Hacker Newsnew | past | comments | ask | show | jobs | submitlogin

Legitimate interest would totally cover you here. The fear-mongering and misinformation about the GDPR is getting really annoying by now.


Indeed. Dating sites have a legitimate (and I'd say moral) need to protect their customers from all kinds of nasty business. If the only way to do that is through the use of PII, and that use is well-documented in the privacy statement, and the data is not being used for unrelated purposes, this should be well within the bounds of GDPR.


> The "legitimate interest" GDPR strawman

In the past three and a half years I have witnessed four cases in which this exact method (cross-linking remote IP addresses to detect spammers/attackers/bots/etc.) has been an issue with GDPR, but I am sure those downvotes and the general tech-centered HN'y wave-off as misinformation have a better standing in EU courts these days since the fear-mongering GDPR hype is mostly over as it seems.


People can claim it all day long but it was determined that IP addresses are only PII in the hands of an entity who can actually associate it with a person, like an ISP.

https://www.jdsupra.com/legalnews/court-confirms-that-ip-add...


Yes, you are right. No way for a dating site for example (as stated by the original comment) to make a relation between an IP address and the person behind it. It's all fake profiles or some other strawman argument anyway, right? Like who uses his real name, address or even picture for something like that?! That'd be just ridiculous ...


...you're assuming they're keeping the IP linked to a specific profile and then making a strawman argument based on that assumption.


It sounds like that's what they're doing, in order to find other spam accounts: > We'll manually review all accounts that use (more than one of) those ip addresses.

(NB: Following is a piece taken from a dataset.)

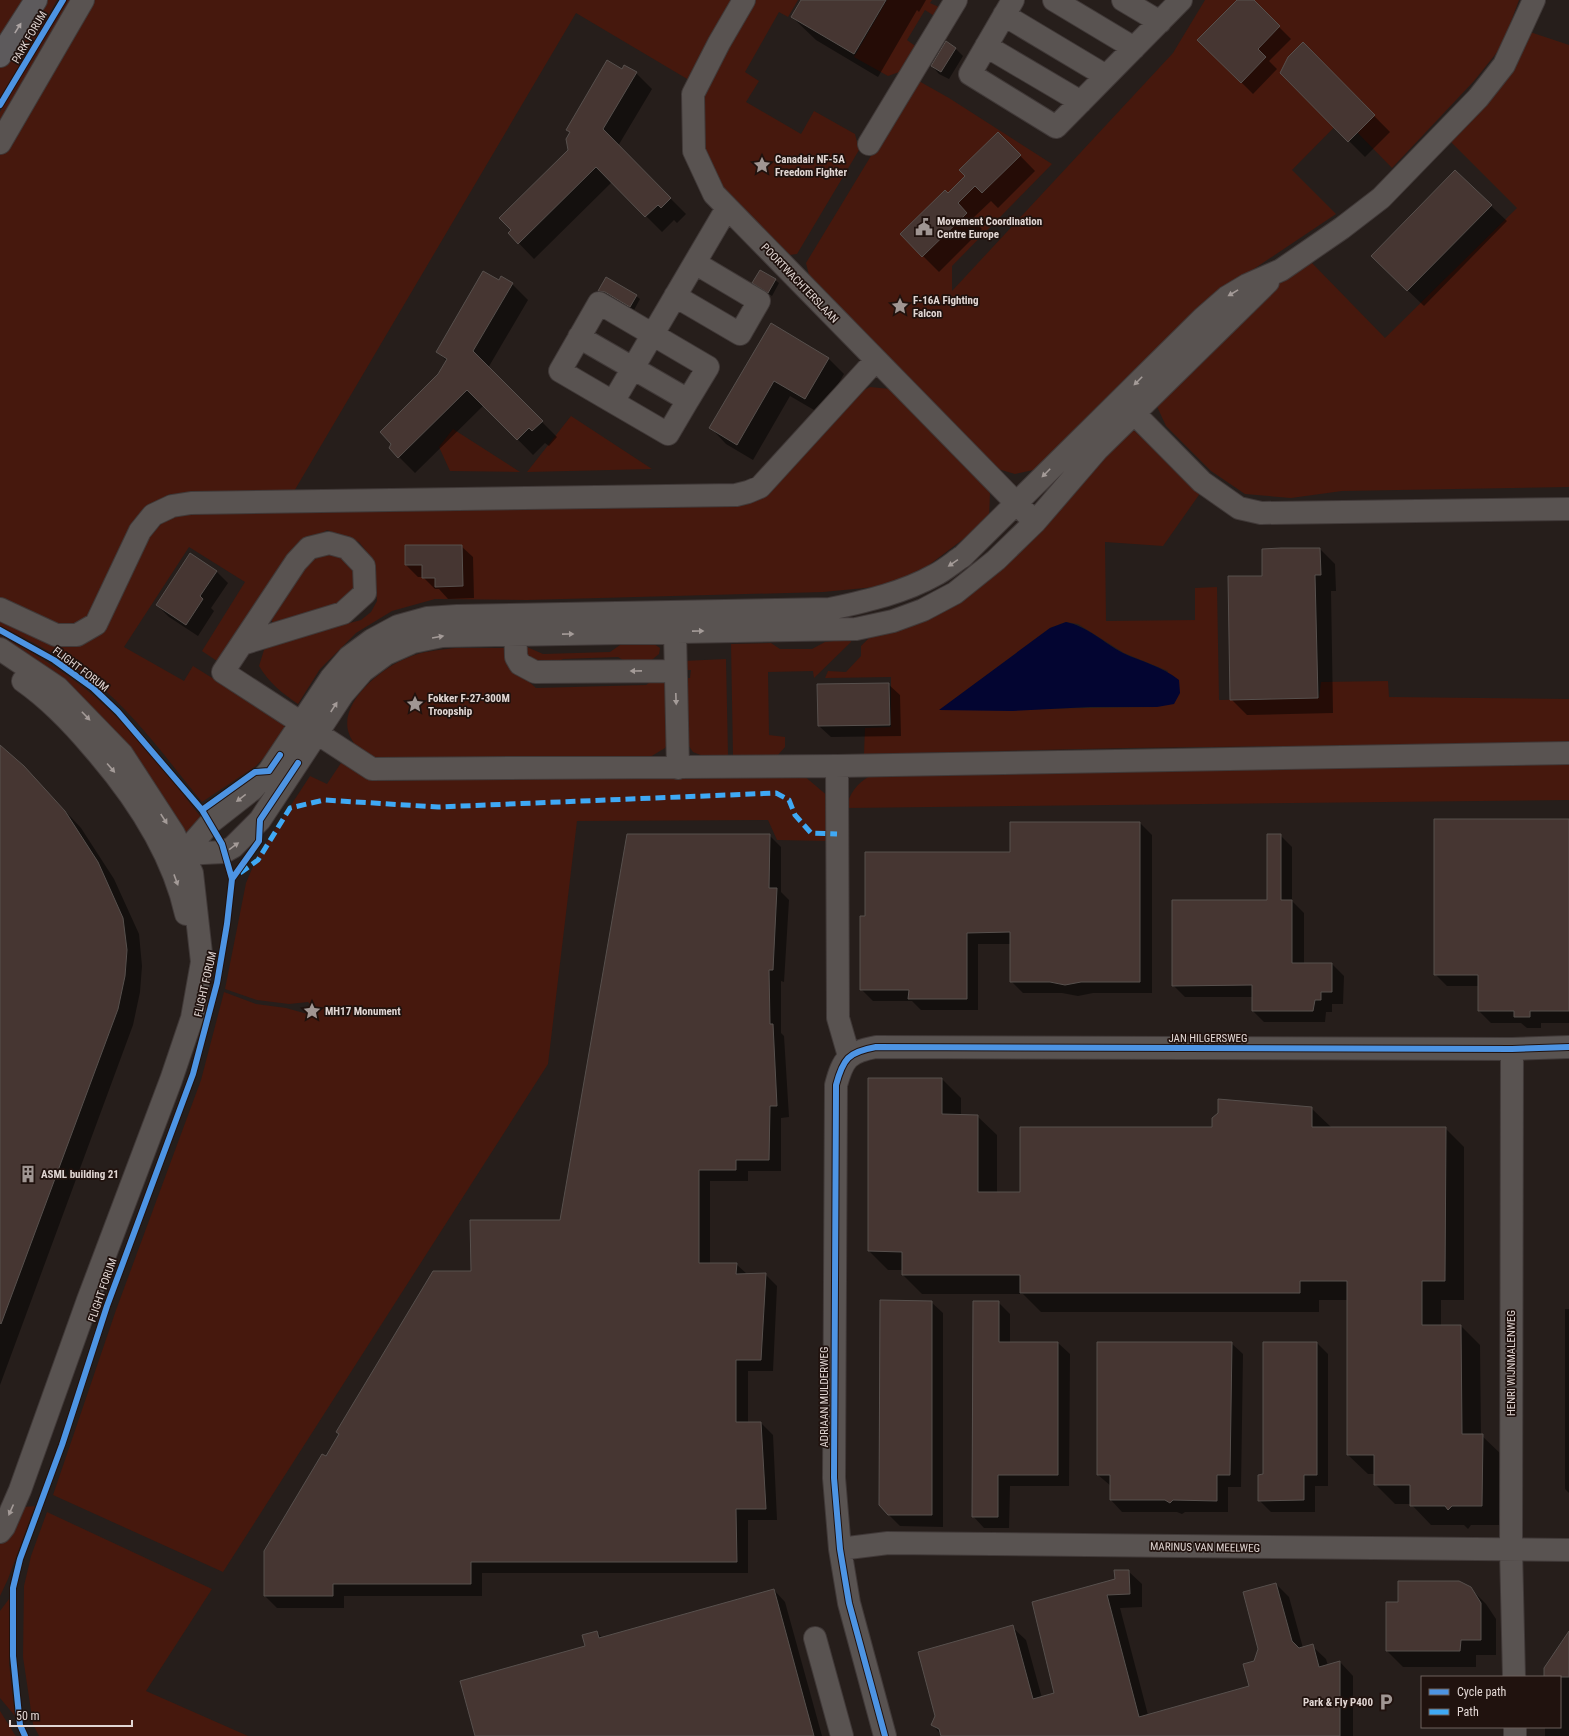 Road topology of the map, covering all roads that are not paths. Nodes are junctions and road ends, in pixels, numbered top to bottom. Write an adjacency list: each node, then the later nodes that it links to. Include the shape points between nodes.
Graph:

Obviously only vanviegen knows what they're doing, but here is what I'd do (IANAL!):

1. Identify offender (scammer/spammer) using other methods like manual review

2. Block offender as described, and only now start logging the IPs for them (claim: at that point it's legitimate interest)

3. If another user now uses one of the IPs, assume their also offenders and log their IPs as well to weed out false positives (claim: they use the known offender IPs, so there is a good chance their also offenders -> leg. int.)

4. Ban all actual offenders and delete associated IPs for false positives.

It's possible they're doing this flow and just simplified it for posting here.

Saving the IP/geolocation could also be legitimate interest to identify altered locations. E.g. say you're US based and suddenly login from $abroad they could send you a 2FA mail to secure your account.


Review is the key. They're using it as an indicator of bad behavior to provide direction where other bad behavior may be.

The IP didn't identify the person, but it did potentially implicate accounts that needed to be reviewed or that may have been compromised.


Even with all that, the IP address itself still doesn't represent a person in the hands of that dating site.

An ISP can identify which IP address has been assigned to your phone, at what time, on what tower and exactly what points in time that IP addressed changed. It can also associate the device itself with the IP address.

An IP address on a cable modem can be associated with a particular account for a house or a business office, but even it can't positively identify the person in the house or at the business who was using it to connect to a particular website.

And yes, as you said, anybody can create a fake profile. A coworker could create a fake profile on a dating site of you if they wanted to and that IP address still doesn't positively identify you.

The name, address, photo...all of that is absolutely PII and covered by GDPR.

The IP address isn't and is also used for legitimate security purposes. People trying to get them scrubbed under GDPR are overreaching on a piece of data they have no right to have scrubbed.


Oh okay, so you are a lawyer? My condolences.


any links/info on this 4 cases so that we can learn more about the subject?


Has been an issue in what way?


Go on, tell us more so we can do better.


I often see downvotes for comments that make claims but don't include details.

In this case you say, "an issue with GDPR" but fail to elaborate.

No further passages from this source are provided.